Exercise directions> Each entry should be repeated exactly. Its pictures should not be.

-*-*-

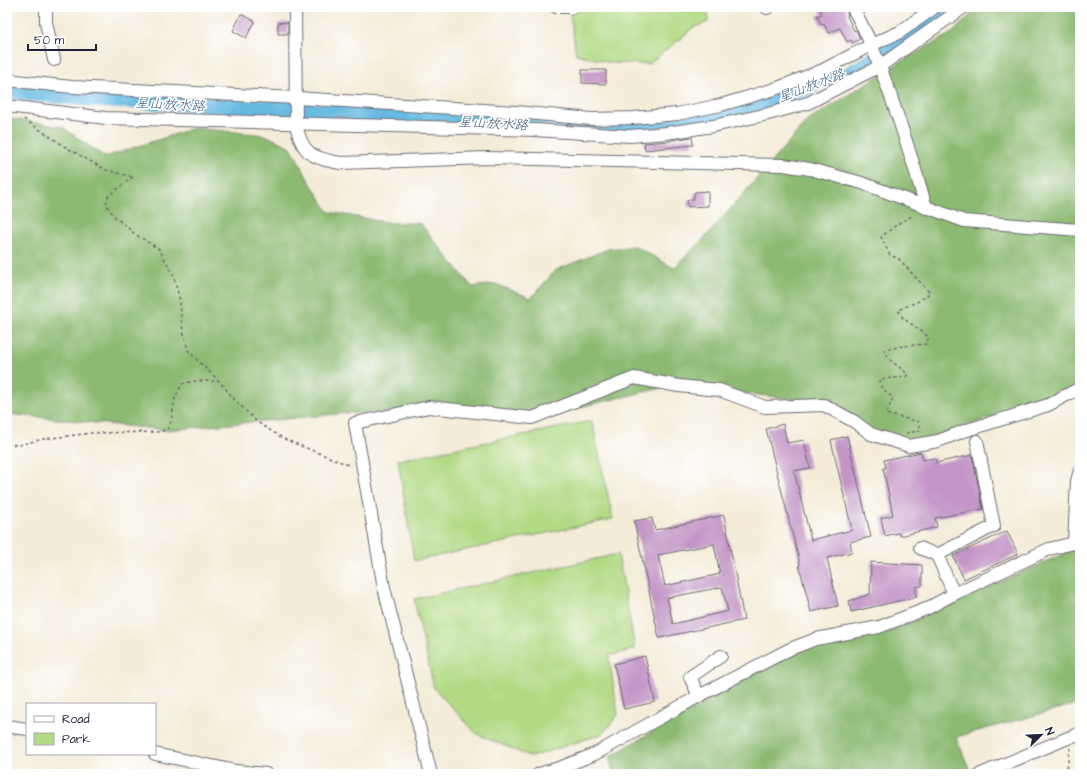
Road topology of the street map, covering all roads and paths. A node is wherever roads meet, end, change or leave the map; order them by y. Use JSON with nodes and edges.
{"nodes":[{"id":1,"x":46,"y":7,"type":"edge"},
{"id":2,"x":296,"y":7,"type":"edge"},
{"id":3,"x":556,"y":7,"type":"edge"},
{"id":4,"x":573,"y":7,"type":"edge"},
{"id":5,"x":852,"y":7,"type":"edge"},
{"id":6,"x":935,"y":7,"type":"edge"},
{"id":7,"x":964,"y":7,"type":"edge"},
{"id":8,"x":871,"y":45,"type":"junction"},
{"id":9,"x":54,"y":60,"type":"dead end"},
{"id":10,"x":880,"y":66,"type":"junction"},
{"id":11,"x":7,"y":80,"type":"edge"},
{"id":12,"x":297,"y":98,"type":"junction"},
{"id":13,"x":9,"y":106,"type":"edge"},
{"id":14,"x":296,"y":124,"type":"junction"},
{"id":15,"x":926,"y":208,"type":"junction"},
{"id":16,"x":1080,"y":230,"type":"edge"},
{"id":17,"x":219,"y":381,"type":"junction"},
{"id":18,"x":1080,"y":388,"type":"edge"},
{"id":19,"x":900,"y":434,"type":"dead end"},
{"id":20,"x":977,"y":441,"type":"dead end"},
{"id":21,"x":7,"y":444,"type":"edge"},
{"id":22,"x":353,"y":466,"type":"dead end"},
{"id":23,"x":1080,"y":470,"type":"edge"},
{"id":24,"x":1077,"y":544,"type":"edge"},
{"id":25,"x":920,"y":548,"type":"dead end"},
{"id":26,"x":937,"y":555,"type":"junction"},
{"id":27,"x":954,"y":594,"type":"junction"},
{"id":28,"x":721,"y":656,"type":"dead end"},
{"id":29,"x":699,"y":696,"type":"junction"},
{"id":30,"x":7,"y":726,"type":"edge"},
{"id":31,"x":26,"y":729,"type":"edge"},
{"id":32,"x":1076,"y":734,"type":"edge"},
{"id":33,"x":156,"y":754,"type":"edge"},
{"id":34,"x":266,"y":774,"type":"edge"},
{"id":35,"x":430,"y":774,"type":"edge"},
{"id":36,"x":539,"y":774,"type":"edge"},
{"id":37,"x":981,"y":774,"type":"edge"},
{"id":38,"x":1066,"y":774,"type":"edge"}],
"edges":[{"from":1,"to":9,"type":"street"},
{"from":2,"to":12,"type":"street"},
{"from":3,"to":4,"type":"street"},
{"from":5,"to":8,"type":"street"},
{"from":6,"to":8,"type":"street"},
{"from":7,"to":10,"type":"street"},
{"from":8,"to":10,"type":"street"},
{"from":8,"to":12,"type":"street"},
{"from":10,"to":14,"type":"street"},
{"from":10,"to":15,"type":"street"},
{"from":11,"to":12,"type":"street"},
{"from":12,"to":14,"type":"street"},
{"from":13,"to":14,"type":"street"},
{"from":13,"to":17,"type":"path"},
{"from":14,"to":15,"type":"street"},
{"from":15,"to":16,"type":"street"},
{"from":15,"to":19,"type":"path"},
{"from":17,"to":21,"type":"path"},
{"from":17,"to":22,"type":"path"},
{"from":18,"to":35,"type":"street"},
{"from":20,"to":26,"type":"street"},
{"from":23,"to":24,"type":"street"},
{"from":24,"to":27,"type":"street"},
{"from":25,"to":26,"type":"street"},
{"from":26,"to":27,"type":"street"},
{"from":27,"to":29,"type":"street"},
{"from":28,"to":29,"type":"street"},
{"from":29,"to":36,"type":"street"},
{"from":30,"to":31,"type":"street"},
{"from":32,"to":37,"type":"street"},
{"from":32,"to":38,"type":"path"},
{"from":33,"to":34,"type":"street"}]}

-*-*-

Solution for this exercise>
Road topology of the street map, covering all roads and paths. A node is wherever roads meet, end, change or leave the map; order them by y. Use JSON with nodes and edges.
{"nodes":[{"id":1,"x":46,"y":7,"type":"edge"},
{"id":2,"x":296,"y":7,"type":"edge"},
{"id":3,"x":556,"y":7,"type":"edge"},
{"id":4,"x":573,"y":7,"type":"edge"},
{"id":5,"x":852,"y":7,"type":"edge"},
{"id":6,"x":935,"y":7,"type":"edge"},
{"id":7,"x":964,"y":7,"type":"edge"},
{"id":8,"x":871,"y":45,"type":"junction"},
{"id":9,"x":54,"y":60,"type":"dead end"},
{"id":10,"x":880,"y":66,"type":"junction"},
{"id":11,"x":7,"y":80,"type":"edge"},
{"id":12,"x":297,"y":98,"type":"junction"},
{"id":13,"x":9,"y":106,"type":"edge"},
{"id":14,"x":296,"y":124,"type":"junction"},
{"id":15,"x":926,"y":208,"type":"junction"},
{"id":16,"x":1080,"y":230,"type":"edge"},
{"id":17,"x":219,"y":381,"type":"junction"},
{"id":18,"x":1080,"y":388,"type":"edge"},
{"id":19,"x":900,"y":434,"type":"dead end"},
{"id":20,"x":977,"y":441,"type":"dead end"},
{"id":21,"x":7,"y":444,"type":"edge"},
{"id":22,"x":353,"y":466,"type":"dead end"},
{"id":23,"x":1080,"y":470,"type":"edge"},
{"id":24,"x":1077,"y":544,"type":"edge"},
{"id":25,"x":920,"y":548,"type":"dead end"},
{"id":26,"x":937,"y":555,"type":"junction"},
{"id":27,"x":954,"y":594,"type":"junction"},
{"id":28,"x":721,"y":656,"type":"dead end"},
{"id":29,"x":699,"y":696,"type":"junction"},
{"id":30,"x":7,"y":726,"type":"edge"},
{"id":31,"x":26,"y":729,"type":"edge"},
{"id":32,"x":1076,"y":734,"type":"edge"},
{"id":33,"x":156,"y":754,"type":"edge"},
{"id":34,"x":266,"y":774,"type":"edge"},
{"id":35,"x":430,"y":774,"type":"edge"},
{"id":36,"x":539,"y":774,"type":"edge"},
{"id":37,"x":981,"y":774,"type":"edge"},
{"id":38,"x":1066,"y":774,"type":"edge"}],
"edges":[{"from":1,"to":9,"type":"street"},
{"from":2,"to":12,"type":"street"},
{"from":3,"to":4,"type":"street"},
{"from":5,"to":8,"type":"street"},
{"from":6,"to":8,"type":"street"},
{"from":7,"to":10,"type":"street"},
{"from":8,"to":10,"type":"street"},
{"from":8,"to":12,"type":"street"},
{"from":10,"to":14,"type":"street"},
{"from":10,"to":15,"type":"street"},
{"from":11,"to":12,"type":"street"},
{"from":12,"to":14,"type":"street"},
{"from":13,"to":14,"type":"street"},
{"from":13,"to":17,"type":"path"},
{"from":14,"to":15,"type":"street"},
{"from":15,"to":16,"type":"street"},
{"from":15,"to":19,"type":"path"},
{"from":17,"to":21,"type":"path"},
{"from":17,"to":22,"type":"path"},
{"from":18,"to":35,"type":"street"},
{"from":20,"to":26,"type":"street"},
{"from":23,"to":24,"type":"street"},
{"from":24,"to":27,"type":"street"},
{"from":25,"to":26,"type":"street"},
{"from":26,"to":27,"type":"street"},
{"from":27,"to":29,"type":"street"},
{"from":28,"to":29,"type":"street"},
{"from":29,"to":36,"type":"street"},
{"from":30,"to":31,"type":"street"},
{"from":32,"to":37,"type":"street"},
{"from":32,"to":38,"type":"path"},
{"from":33,"to":34,"type":"street"}]}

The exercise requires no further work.